Frida Kahlo, El sueño et le marché de l'art au féminin
Au-delà du rattrapage des prix, les femmes artistes explorent des territoires thématiques inédits. La vente chez Sotheby's d'une ses œuvres est l'occasion d'un tour d'horizon

"El sueño" pourrait se vendre au plus haut
Frida Kahlo pourrait bientôt faire l'histoire du marché de l'art mondial. Son œuvre "El sueño (La cama)" est estimée entre 40 et 60 millions de dollars américains pour sa mise aux enchères prévue le 8 novembre 2025 chez Sotheby's New York.
Record actuel : Georgia O'Keeffe "Jimson Weed/White Flower No. 1" - 44,4 millions de dollars chez Sotheby's en 2014.
Prix le plus élevé pour Frida Kahlo : 34,9 millions de dollars, 2021, "Diego y yo".
Œuvre peinte pendant une période de convalescence, représentant Frida endormie dans un lit à baldaquin surmonté d'un squelette enlacé de lianes. Les racines qui émergent du lit ancrent le rêve dans la terre mexicaine, tandis que les nuages suggèrent l'élévation spirituelle. Cette toile synthétise l'univers onirique de l'artiste où la mort et la vie s'entremêlent.
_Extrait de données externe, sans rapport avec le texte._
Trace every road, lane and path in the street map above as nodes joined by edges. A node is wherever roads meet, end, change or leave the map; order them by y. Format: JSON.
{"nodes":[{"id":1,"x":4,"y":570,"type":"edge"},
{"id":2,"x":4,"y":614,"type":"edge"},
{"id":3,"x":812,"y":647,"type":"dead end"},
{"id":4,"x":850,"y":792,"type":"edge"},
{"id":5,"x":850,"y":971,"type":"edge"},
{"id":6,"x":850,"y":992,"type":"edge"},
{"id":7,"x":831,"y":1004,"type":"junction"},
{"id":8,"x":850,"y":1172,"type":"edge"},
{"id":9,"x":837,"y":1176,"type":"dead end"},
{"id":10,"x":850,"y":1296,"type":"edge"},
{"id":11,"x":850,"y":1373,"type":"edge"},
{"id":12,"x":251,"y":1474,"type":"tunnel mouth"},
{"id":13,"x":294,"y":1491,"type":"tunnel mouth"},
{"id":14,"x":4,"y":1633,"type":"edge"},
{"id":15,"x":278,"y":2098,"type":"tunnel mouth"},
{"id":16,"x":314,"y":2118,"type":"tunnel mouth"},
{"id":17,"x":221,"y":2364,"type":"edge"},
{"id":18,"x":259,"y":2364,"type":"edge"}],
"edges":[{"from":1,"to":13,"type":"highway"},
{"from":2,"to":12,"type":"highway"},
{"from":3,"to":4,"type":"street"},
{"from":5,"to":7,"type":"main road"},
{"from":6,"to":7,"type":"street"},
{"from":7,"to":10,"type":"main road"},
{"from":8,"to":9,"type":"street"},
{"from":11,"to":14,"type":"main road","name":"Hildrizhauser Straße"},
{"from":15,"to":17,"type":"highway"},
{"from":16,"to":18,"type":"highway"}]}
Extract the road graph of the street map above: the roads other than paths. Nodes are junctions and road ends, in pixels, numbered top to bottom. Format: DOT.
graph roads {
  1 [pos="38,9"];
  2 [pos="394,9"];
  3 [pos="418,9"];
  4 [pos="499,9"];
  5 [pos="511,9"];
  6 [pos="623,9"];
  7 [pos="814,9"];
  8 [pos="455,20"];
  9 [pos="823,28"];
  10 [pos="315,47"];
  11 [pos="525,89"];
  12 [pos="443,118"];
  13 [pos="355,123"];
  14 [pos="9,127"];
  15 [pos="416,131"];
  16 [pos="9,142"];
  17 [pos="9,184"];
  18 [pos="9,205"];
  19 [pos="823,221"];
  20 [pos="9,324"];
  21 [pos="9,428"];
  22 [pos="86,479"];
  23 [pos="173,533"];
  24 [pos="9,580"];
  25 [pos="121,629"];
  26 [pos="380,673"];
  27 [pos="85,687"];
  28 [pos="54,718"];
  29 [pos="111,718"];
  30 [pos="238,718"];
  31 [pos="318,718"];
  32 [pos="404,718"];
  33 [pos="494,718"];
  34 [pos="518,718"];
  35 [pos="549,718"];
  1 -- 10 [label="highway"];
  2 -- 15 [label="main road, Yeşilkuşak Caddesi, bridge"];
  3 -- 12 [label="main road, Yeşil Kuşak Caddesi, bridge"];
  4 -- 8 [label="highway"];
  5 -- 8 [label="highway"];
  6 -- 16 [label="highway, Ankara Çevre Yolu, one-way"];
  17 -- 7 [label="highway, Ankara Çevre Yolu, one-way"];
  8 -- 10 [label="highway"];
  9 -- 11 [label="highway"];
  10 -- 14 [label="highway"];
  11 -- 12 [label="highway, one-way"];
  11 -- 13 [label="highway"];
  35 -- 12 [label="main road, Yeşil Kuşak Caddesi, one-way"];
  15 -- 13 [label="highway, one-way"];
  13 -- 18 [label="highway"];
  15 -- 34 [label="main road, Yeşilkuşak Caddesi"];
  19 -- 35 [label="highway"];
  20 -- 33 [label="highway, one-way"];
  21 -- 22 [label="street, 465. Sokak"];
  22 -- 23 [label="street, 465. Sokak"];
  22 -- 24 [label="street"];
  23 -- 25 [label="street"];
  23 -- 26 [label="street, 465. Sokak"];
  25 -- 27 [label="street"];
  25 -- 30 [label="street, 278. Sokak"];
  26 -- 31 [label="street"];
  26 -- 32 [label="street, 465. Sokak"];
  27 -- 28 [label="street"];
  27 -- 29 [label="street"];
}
L'origine exceptionnelle : la collection Ertegun
"El sueño" provient de la prestigieuse collection de Nesuhi et Selma Ertegun. Nesuhi, dirigeant de l'industrie du disque, avait constitué avec sa femme l'une des plus importantes collections surréalistes privées au monde. Exposée au Guggenheim en 1991, elle était alors décrite comme "peut-être la plus belle collection d'art surréaliste en mains privées". Selma Ertegun est décédée en décembre 2024, déclenchant cette vente historique.
Une œuvre caractéristique
Peinte en 1940, "El sueño (La cama)" synthétise l'univers kahlien. L'artiste repose dans un lit à baldaquin flottant dans un ciel bleu pâle, entourée de vignes symbolisant la régénération. Au-dessus, un squelette portant des explosifs et tenant un bouquet incarne la dualité vie/mort, thème central de son œuvre.
![Frida Kahlo (1907-1954) El sueño (La cama volando) [Le Rêve (Le lit qui vole)], 1940 Huile sur toile 74 × 98,5 cm Collection privée, Paris](https://www.artefields.net/content/images/2025/09/frida-kahlo_el-sueno.002.webp)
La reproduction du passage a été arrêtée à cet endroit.